↓↓↓

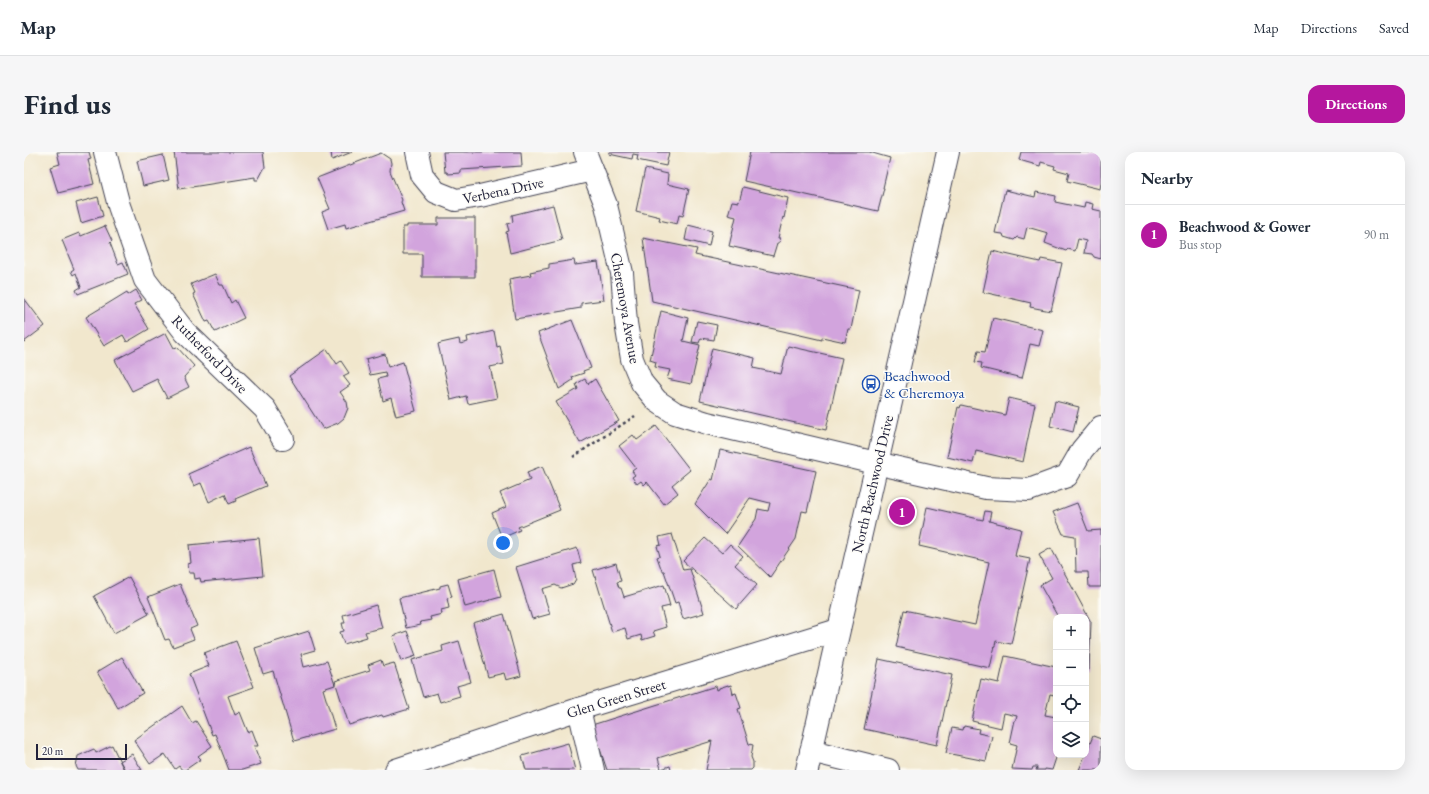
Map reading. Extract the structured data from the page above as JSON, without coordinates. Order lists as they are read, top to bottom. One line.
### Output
{"streets":{"street":["Verbena Drive","Cheremoya Avenue","Rutherford Drive","North Beachwood Drive","Glen Green Street"]},"crossings":[["Verbena Drive","Cheremoya Avenue"],["Cheremoya Avenue","North Beachwood Drive"],["North Beachwood Drive","Glen Green Street"]],"places":{"bus stop":["Beachwood & Cheremoya"]},"scale_bar":"20 m","page":{"header":"Map","nav":["Map","Directions","Saved"],"buttons":"Directions","title":"Find us","heading":"Nearby","list":[{"mark":"1","name":"Beachwood & Gower","note":"Bus stop","value":"90 m"}],"pins":"1","map_buttons":["+","−"],"scale":"20 m"}}
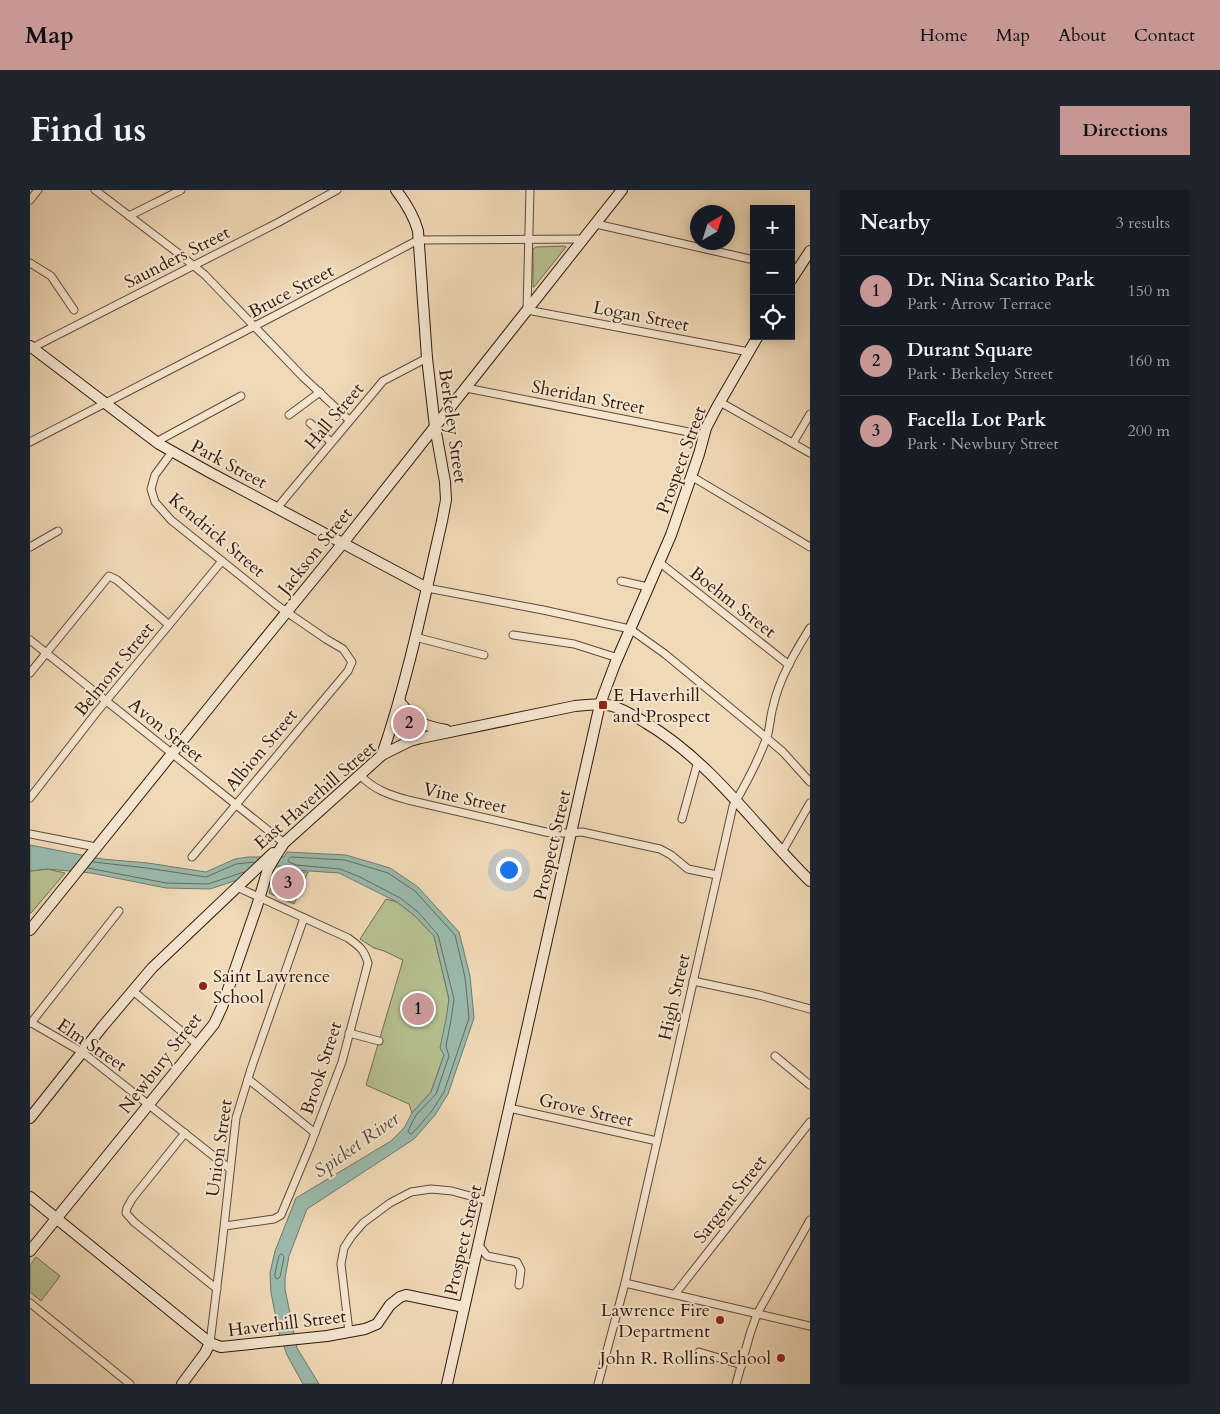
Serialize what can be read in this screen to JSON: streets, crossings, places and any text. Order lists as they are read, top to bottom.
{
  "streets": {
    "street": [
      "Saunders Street",
      "Bruce Street",
      "Logan Street",
      "Sheridan Street",
      "Hall Street",
      "Berkeley Street",
      "Prospect Street",
      "Park Street",
      "Kendrick Street",
      "Jackson Street",
      "Boehm Street",
      "Belmont Street",
      "Avon Street",
      "Albion Street",
      "East Haverhill Street",
      "Vine Street",
      "High Street",
      "Elm Street",
      "Newbury Street",
      "Brook Street",
      "Grove Street",
      "Union Street",
      "Sargent Street",
      "Haverhill Street"
    ]
  },
  "crossings": [
    ["Saunders Street", "Park Street"],
    ["Bruce Street", "Berkeley Street"],
    ["Bruce Street", "Park Street"],
    ["Bruce Street", "Jackson Street"],
    ["Logan Street", "Prospect Street"],
    ["Logan Street", "Jackson Street"],
    ["Sheridan Street", "Prospect Street"],
    ["Sheridan Street", "Jackson Street"],
    ["Hall Street", "Berkeley Street"],
    ["Hall Street", "Park Street"],
    ["Berkeley Street", "Park Street"],
    ["Berkeley Street", "Jackson Street"],
    ["Berkeley Street", "East Haverhill Street"],
    ["Prospect Street", "Boehm Street"],
    ["Prospect Street", "East Haverhill Street"],
    ["Prospect Street", "Vine Street"],
    ["Prospect Street", "Grove Street"],
    ["Prospect Street", "Haverhill Street"],
    ["Park Street", "Kendrick Street"],
    ["Park Street", "Jackson Street"],
    ["Kendrick Street", "Jackson Street"],
    ["Kendrick Street", "Belmont Street"],
    ["Kendrick Street", "Albion Street"],
    ["Jackson Street", "Avon Street"],
    ["Boehm Street", "High Street"],
    ["Belmont Street", "Avon Street"],
    ["Avon Street", "Albion Street"],
    ["Avon Street", "East Haverhill Street"],
    ["Avon Street", "Newbury Street"],
    ["East Haverhill Street", "Vine Street"],
    ["East Haverhill Street", "High Street"],
    ["East Haverhill Street", "Elm Street"],
    ["East Haverhill Street", "Newbury Street"],
    ["East Haverhill Street", "Brook Street"],
    ["Vine Street", "High Street"],
    ["High Street", "Grove Street"],
    ["Elm Street", "Newbury Street"],
    ["Elm Street", "Union Street"],
    ["Newbury Street", "Brook Street"],
    ["Newbury Street", "Haverhill Street"],
    ["Brook Street", "Union Street"],
    ["Union Street", "Haverhill Street"]
  ],
  "water": ["Spicket River"],
  "places": {
    "transit": ["E Haverhill and Prospect"],
    "other": ["Saint Lawrence School", "Lawrence Fire Department", "John R. Rollins School"]
  },
  "north": "top right",
  "page": {
    "header": "Map",
    "nav": [
      "Home",
      "Map",
      "About",
      "Contact"
    ],
    "title": "Find us",
    "buttons": "Directions",
    "heading": ["Nearby", "3 results"],
    "map_buttons": ["+", "−"],
    "list": [
      {
        "mark": "1",
        "name": "Dr. Nina Scarito Park",
        "note": "Park · Arrow Terrace",
        "value": "150 m"
      },
      {
        "mark": "2",
        "name": "Durant Square",
        "note": "Park · Berkeley Street",
        "value": "160 m"
      },
      {
        "mark": "3",
        "name": "Facella Lot Park",
        "note": "Park · Newbury Street",
        "value": "200 m"
      }
    ],
    "pins": ["2", "3", "1"]
  }
}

↑↑↑

EXERCISE INSTRUCTIONS — Return each line of the listing that holds the string "Park".

REPLY TO THE EXERCISE —
      "Park Street",
    ["Saunders Street", "Park Street"],
    ["Bruce Street", "Park Street"],
    ["Hall Street", "Park Street"],
    ["Berkeley Street", "Park Street"],
    ["Park Street", "Kendrick Street"],
    ["Park Street", "Jackson Street"],
        "name": "Dr. Nina Scarito Park",
        "note": "Park · Arrow Terrace",
        "note": "Park · Berkeley Street",
        "name": "Facella Lot Park",
        "note": "Park · Newbury Street",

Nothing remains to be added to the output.